Skip to content

Advanced Builder Concepts

There are a number of features in maggma designed to assist with advanced features:

Logging

maggma builders have a python logger object that is already setup to output to the correct level. You can directly use it to output info, debug, and error messages.

    def get_items(self) -> Iterable:
        ...
        self.logger.info(f"Got {len(to_process_ids)} to process")
        ...

Querying for Updated Documents

One of the most important features in a builder is incremental building which allows the builder to just process new documents. One of the parameters for a maggma store is the last_updated_field and the last_updated_type which tell maggma how to deal with dates in the source and target documents. This allows us to get the id of any documents that are newer in the target than the newest document in the source:

        new_ids = self.target.newer_in(self.source)

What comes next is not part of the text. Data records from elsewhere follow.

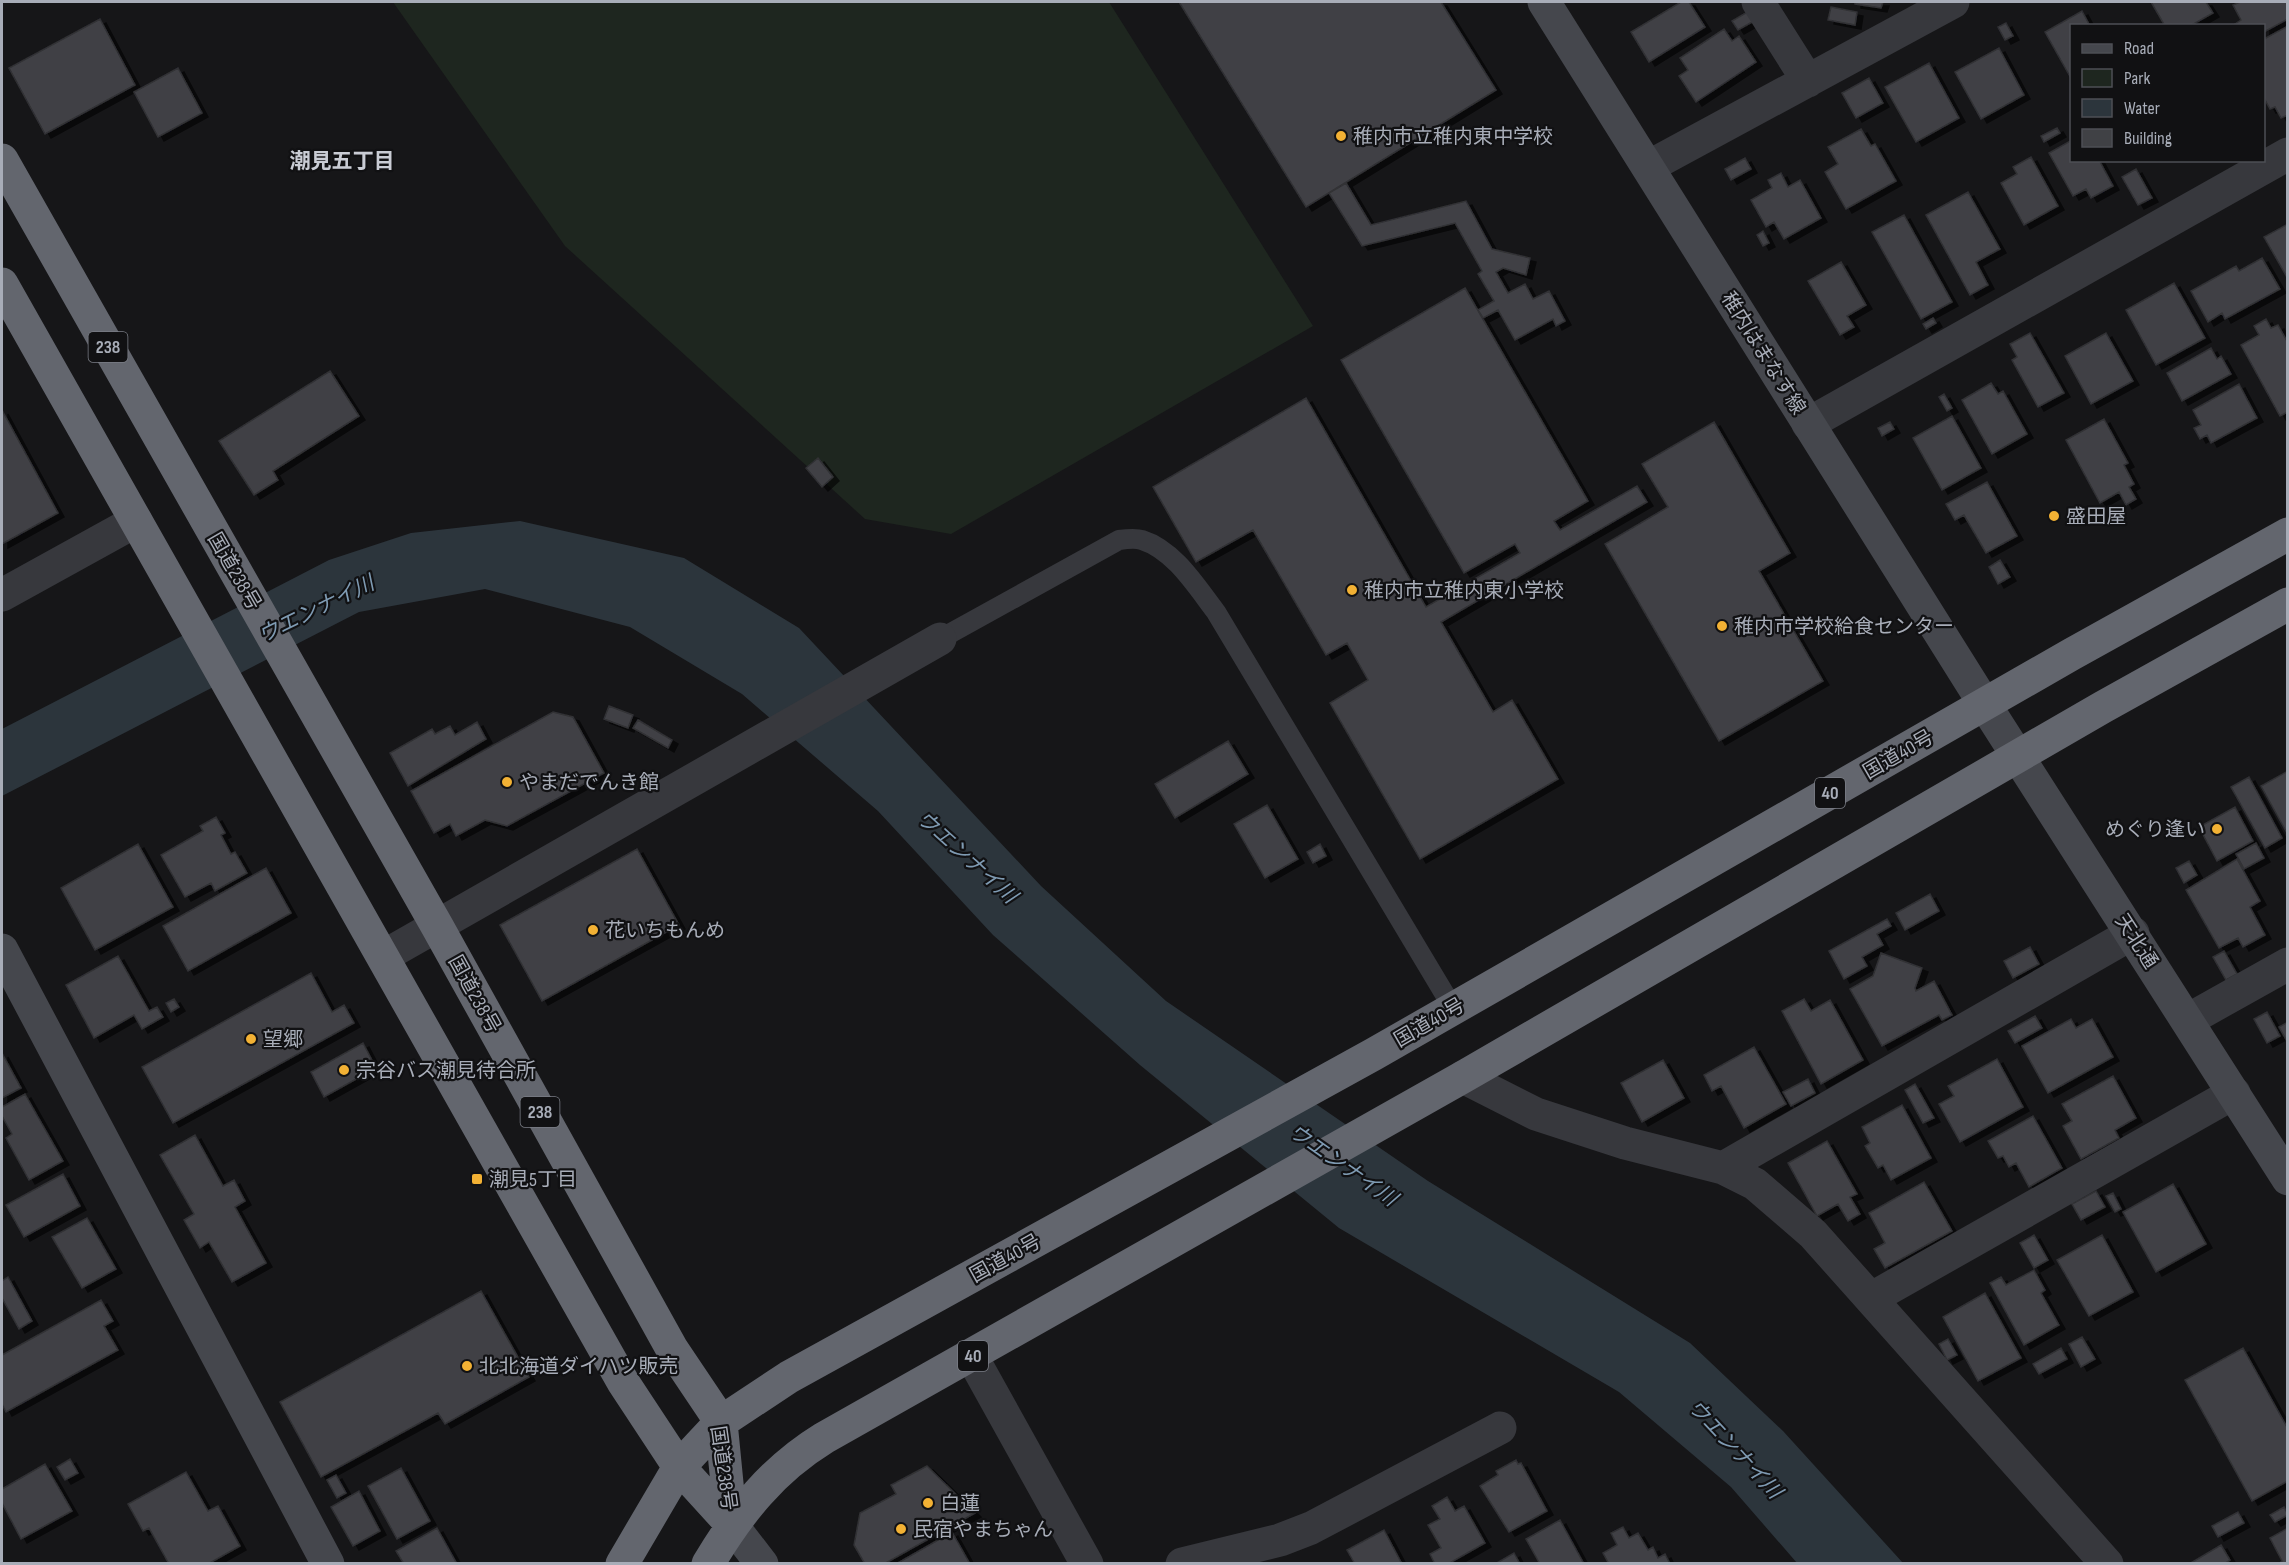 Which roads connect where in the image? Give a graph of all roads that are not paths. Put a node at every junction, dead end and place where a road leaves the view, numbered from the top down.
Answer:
1 (1544, 2) edge
2 (1758, 2) edge
3 (1953, 2) edge
4 (1808, 81) junction
5 (2288, 154) edge
6 (2, 160) edge
7 (1648, 167) junction
8 (2, 284) edge
9 (1808, 424) junction
10 (135, 521) junction
11 (2288, 534) edge
12 (2, 595) edge
13 (2288, 604) edge
14 (940, 639) joint
15 (1985, 705) junction
16 (2019, 758) junction
17 (437, 926) junction
18 (2133, 933) junction
19 (2, 950) edge
20 (384, 956) junction
21 (2288, 964) edge
22 (1453, 1008) junction
23 (2188, 1020) junction
24 (1463, 1077) junction
25 (2234, 1093) junction
26 (1723, 1168) junction
27 (2288, 1179) edge
28 (1872, 1298) junction
29 (972, 1357) junction
30 (721, 1422) junction
31 (1500, 1428) dead end
32 (679, 1467) junction
33 (731, 1524) junction
34 (328, 1563) edge
35 (622, 1563) edge
36 (708, 1563) edge
37 (762, 1563) edge
38 (1087, 1563) edge
39 (1182, 1563) edge
40 (2107, 1563) edge

1 - 7 street, 稚内はまなす線
2 - 4 street
3 - 4 street
4 - 7 street
5 - 9 street
6 - 17 highway, 国道238号 / 238
7 - 9 street, 稚内はまなす線
8 - 10 highway, 国道238号
9 - 15 street, 稚内はまなす線
10 - 12 street
10 - 20 highway, 国道238号
11 - 15 highway, 国道40号 / 40
13 - 16 highway, 40
14 - 17 street
14 - 22 lane
15 - 16 street, 天北通
15 - 22 highway, 国道40号 / 40
16 - 18 street, 天北通
16 - 24 highway, 40
17 - 20 street
17 - 30 highway, 国道238号 / 238
18 - 23 street, 天北通
18 - 26 street
19 - 34 street
20 - 32 highway, 国道238号
21 - 23 street
22 - 30 highway, 国道40号 / 40
23 - 25 street, 天北通
24 - 26 street
24 - 29 highway, 40
25 - 27 street, 天北通
25 - 28 street
26 - 28 street
28 - 40 street
29 - 33 highway, 40
29 - 38 street
30 - 32 highway, 国道40号 / 40
30 - 33 highway, 国道238号 / 238
31 - 39 street
32 - 33 highway, 国道238号
32 - 35 highway, 国道40号 / 40
33 - 36 highway, 40
33 - 37 street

Speeding up Data Transfers

Since maggma is designed around Mongo style data sources and sinks, building indexes or in-memory copies of fields you want to search on is critical to get the fastest possible data input/output (IO). Since this is very builder and document style dependent, maggma provides a direct interface to ensure_indexes on a Store. A common paradigm is to do this in the beginning of get_items:

    def ensure_indexes(self):
        self.source.ensure_index("some_search_fields")
        self.target.ensure_index(self.target.key)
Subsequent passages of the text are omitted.